The project invests in basic infrastructure, livelihood support, community empowerment, and capacity building all guided by the goal of preventing conflict, addressing local grievances, and enhancing social cohesion in at-risk areas. In effect, SOCO is Ghana’s soft-power response to the threat of violent extremism, disaffection, and displacement. It is development with peace as the anchor.
A Visit with Regional Implications
President Mahama’s journey to Ouagadougou, Niamey, and Bamako was neither ceremonial nor casual. At a time when global attention often overlooks the complex fragility in the Sahel, Ghana’s President chose to walk directly into its epicenter, not with arms, but with diplomacy.
“President John Mahama has pledged to cooperate with the Alliance of Sahel States in the fight against terrorism” a statement made during his Sahel visit, in March 2025. This act is significant for several reasons.
First, it affirms Ghana’s role as a stabilizing force in the region, a country whose leadership understands that peace cannot be compartmentalized. A fragile neighbor is a potential threat to national peace. By opening lines of communication with Mali’s Assimi Goïta, Burkina Faso’s Ibrahim Traoré, and Niger’s Abdourahamane Tchiani, Ghana has chosen dialogue over isolation, and engagement over indifference.
Second, the visit complements SOCO’s objectives. While the project focuses on local-level resilience and citizen well-being, the President’s diplomatic action operates at the structural level, aiming to reduce cross-border instability. Both strategies are part of the same goal: shielding Ghana’s northern districts from the turbulence of the Sahel.
Social Cohesion Is Not Built in Isolation
The threat of violent extremism is no longer distant. Communities in northern Ghana are already experiencing the effects of displacement from across the border, the spread of radical ideologies, and the erosion of traditional authority structures. This is where the role of chieftaincy and religious leadership which is also central to the SOCO Project becomes crucial.
The Project’s design recognizes the importance of indigenous governance systems, local conflict resolution mechanisms, and the role of traditional leaders particularly Queenmothers and Chiefs in maintaining social stability.
Building peace, SOCO argues, must begin with trusted local institutions. President Mahama’s regional outreach reinforces this philosophy: peacebuilding must be both top-down and bottom-up.
Ghana’s Position: Quiet Strength in a Turbulent Region
Ghana’s approach to fragility, quiet, grounded, and forward-looking offers a blueprint for resilience in West Africa. The SOCO Project addresses the roots of conflict: exclusion, poverty, weak infrastructure, and lack of voice. President Mahama’s diplomacy addresses the environment of conflict: geopolitics, mistrust, and disengagement.

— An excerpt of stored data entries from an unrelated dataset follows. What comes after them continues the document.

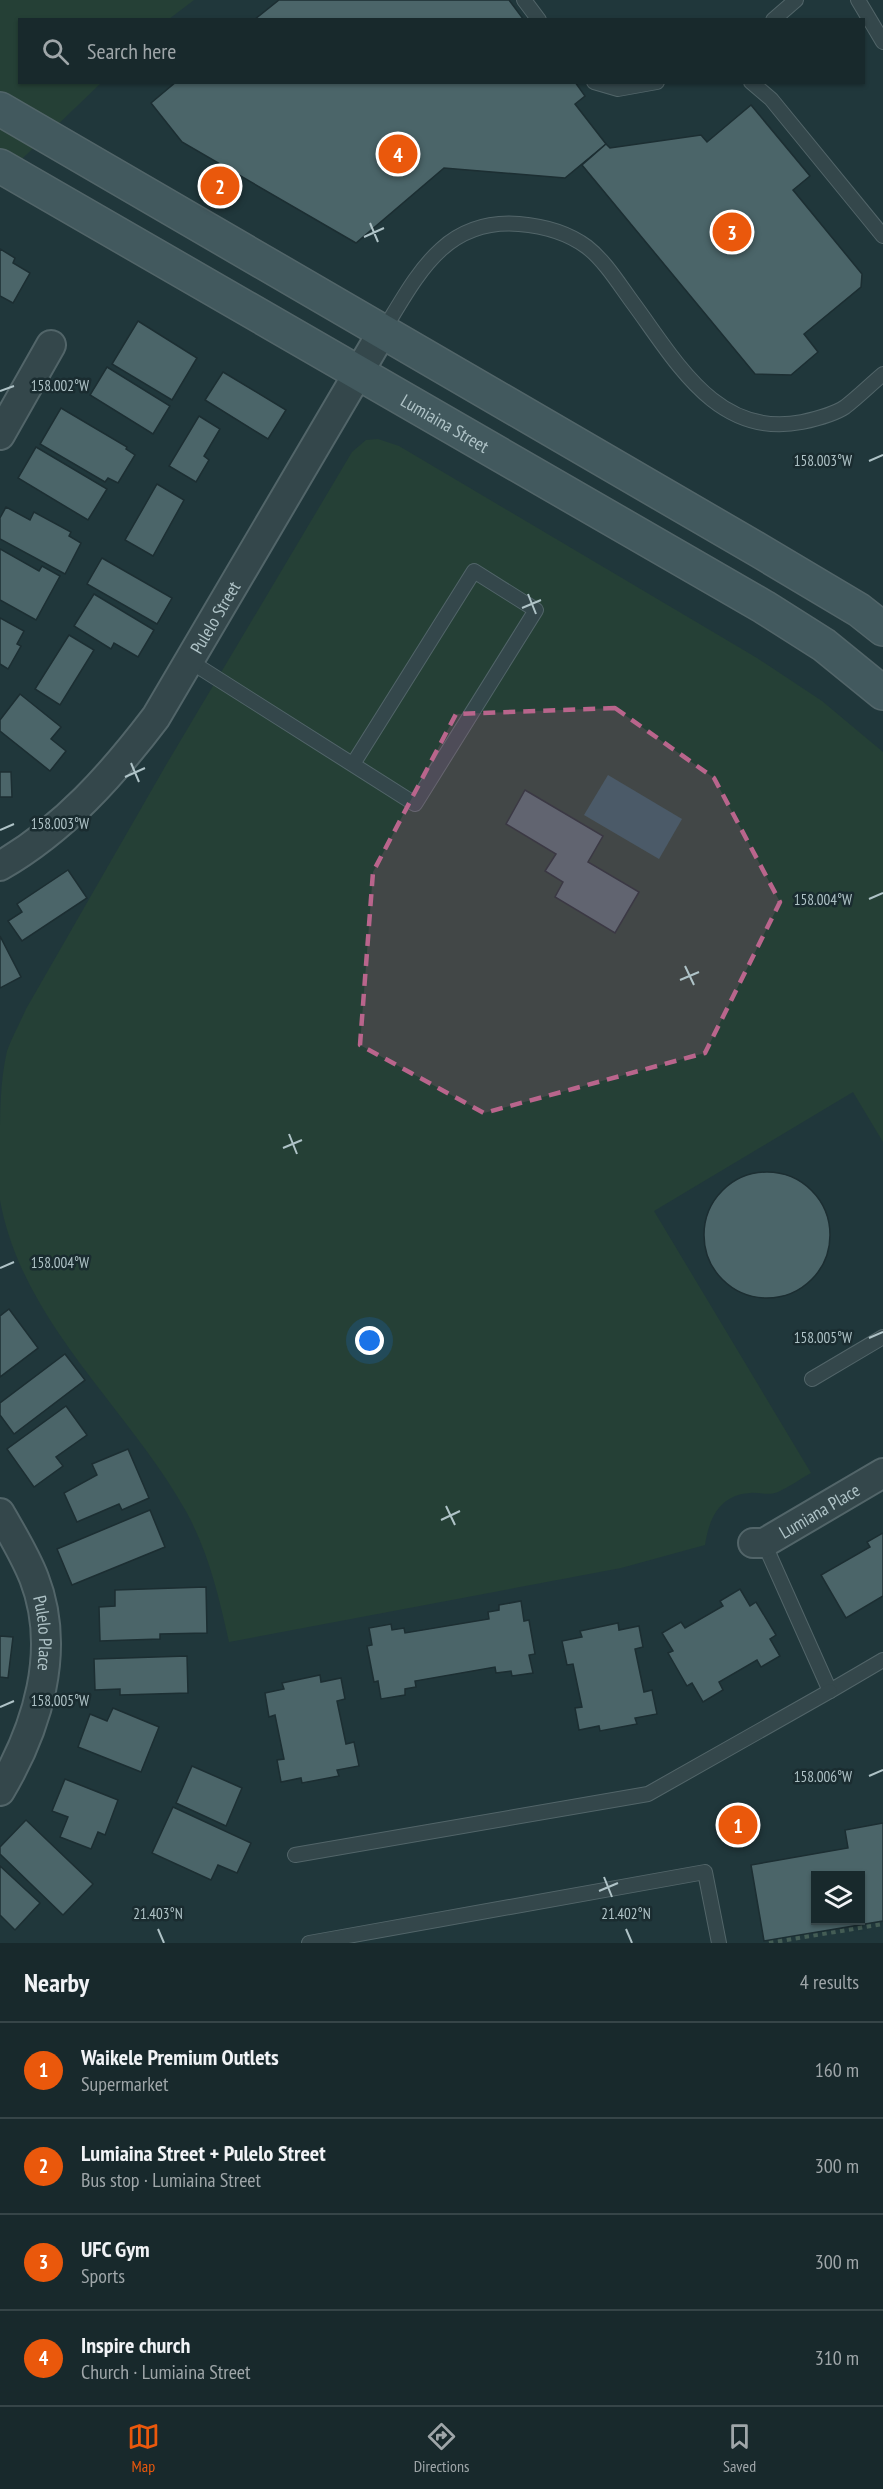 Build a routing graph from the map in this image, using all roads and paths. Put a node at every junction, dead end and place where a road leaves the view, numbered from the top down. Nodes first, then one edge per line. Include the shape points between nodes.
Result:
1 (524, 0) edge
2 (796, 0) edge
3 (858, 0) edge
4 (538, 18) edge
5 (775, 18) edge
6 (883, 42) edge
7 (601, 84) edge
8 (646, 84) edge
9 (753, 84) edge
10 (0, 110) edge
11 (0, 166) edge
12 (883, 236) edge
13 (383, 331) junction
14 (51, 345) dead end
15 (357, 373) junction
16 (883, 374) edge
17 (0, 435) edge
18 (883, 629) edge
19 (188, 660) junction
20 (883, 693) edge
21 (353, 764) junction
22 (0, 866) edge
23 (883, 1337) edge
24 (812, 1379) dead end
25 (883, 1473) edge
26 (0, 1513) edge
27 (759, 1543) joint
28 (883, 1660) edge
29 (830, 1690) junction
30 (0, 1791) edge
31 (295, 1855) dead end
32 (883, 1924) edge
33 (309, 1943) edge
34 (719, 1943) edge
35 (769, 1943) edge

1 - 4 lane
2 - 5 lane
3 - 6 lane
7 - 8 lane via 618,89
9 - 12 lane via 771,99
10 - 13 main road
11 - 15 main road, Lumiaina Street
13 - 15 street, Pulelo Street
13 - 16 lane via 428,260 457,236 503,223 537,225 563,233 587,247 694,384 718,406 746,420 781,426 815,419 843,408
13 - 18 main road via 770,556
14 - 17 street
15 - 19 street, Pulelo Street
15 - 20 main road, Lumiaina Street via 774,614 824,645
19 - 21 lane
19 - 22 street, Pulelo Street via 156,717 95,792 47,834
21 - 21 lane via 415,804 536,610 474,571
23 - 24 lane
25 - 27 street, Lumiana Place
26 - 30 street, Pulelo Place via 34,1579 42,1610 45,1651 43,1683 33,1726
27 - 29 lane
28 - 29 lane
29 - 31 lane via 648,1794
32 - 35 path
33 - 34 lane via 705,1872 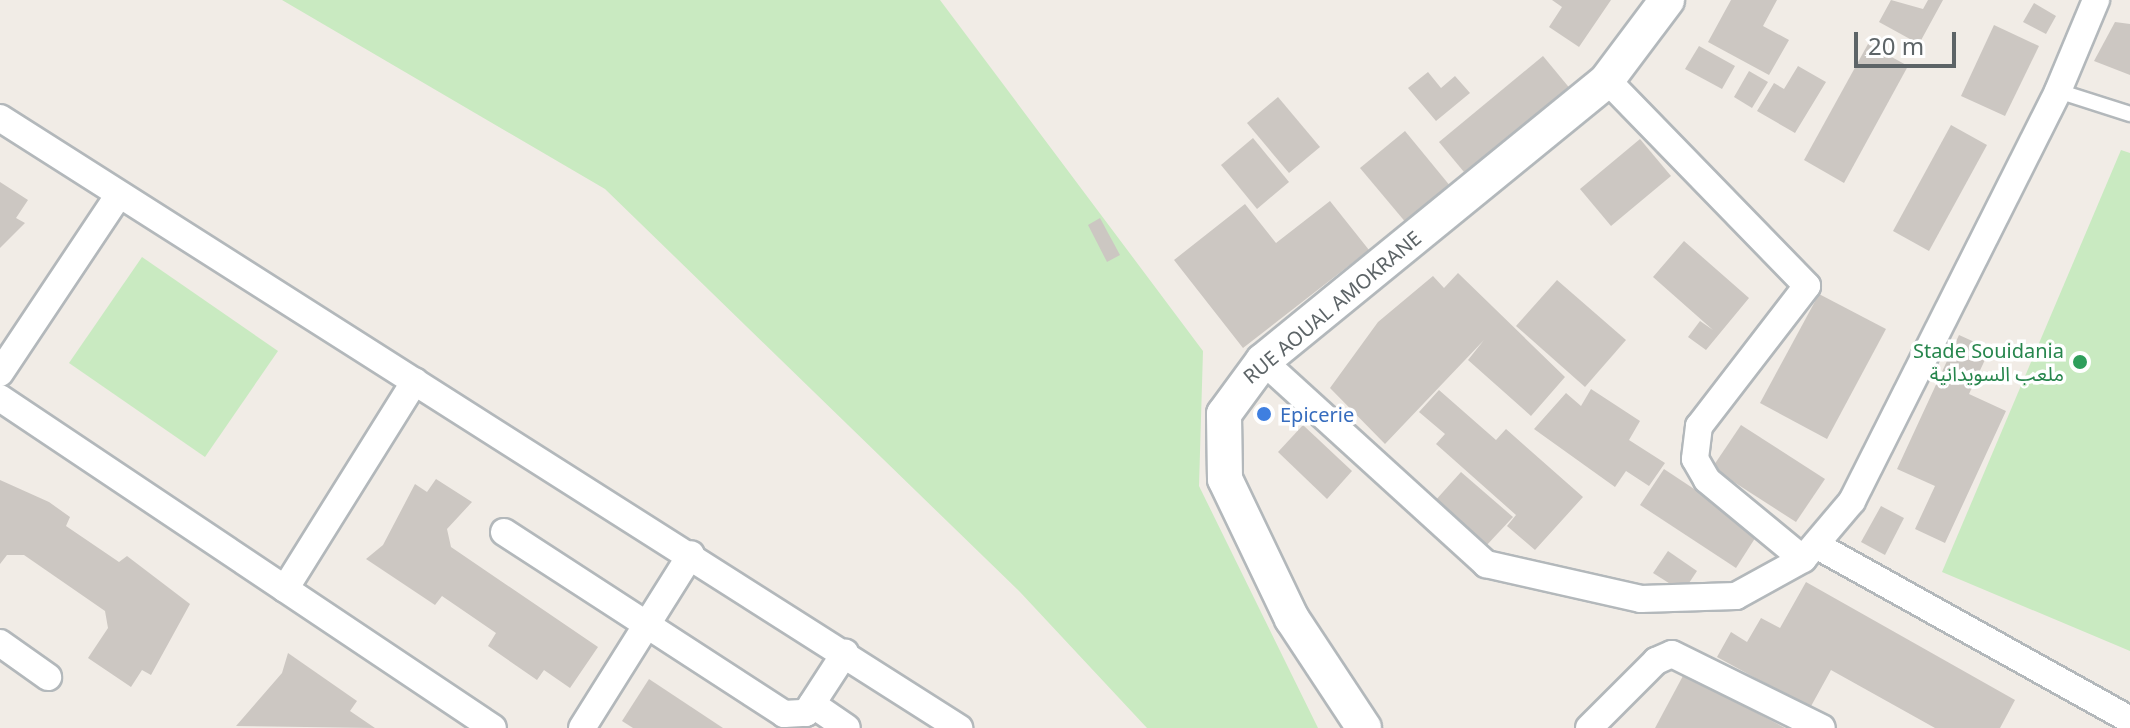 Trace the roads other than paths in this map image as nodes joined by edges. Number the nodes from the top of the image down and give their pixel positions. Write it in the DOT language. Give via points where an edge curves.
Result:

Together, they reflect a governance strategy that is integrated, smart, and firmly rooted in Ghana’s constitutional and developmental ideals. Ghana is not waiting for crisis to come before responding. It is acting now with diplomacy, development, and a grounded commitment to peace which the President has shown strong leadership.
Walking for Peace, Planning for Resilience
President Mahama’s visit to the Sahel is more than a foreign policy headline. It is a strategic act, deeply connected to the work being done in Ghana’s north through the SOCO Project. It tells a story of a government that sees beyond its borders, that understands that to safeguard its citizens, it must engage its neighbors.
At a time when the region faces volatility, Ghana is showing what responsible leadership looks like on the ground and across borders.
And perhaps, the quiet power of this leadership lies not only in what is said at presidential meetings, but in the continued work of building boreholes, restoring schools, and empowering communities in Yendi, Bawku, Saboba, and beyond.
In the long run, it is these acts; both humble and high-level, that will build the kind of cohesion the region so desperately needs.
Written by Darling Maame Efua Cann)
(The writer is a Public Relations Officer with the Ministry of Local Government. Chieftaincy and Religious Affairs (MLGCRA) and a Staff of the Information Services Department (ISD)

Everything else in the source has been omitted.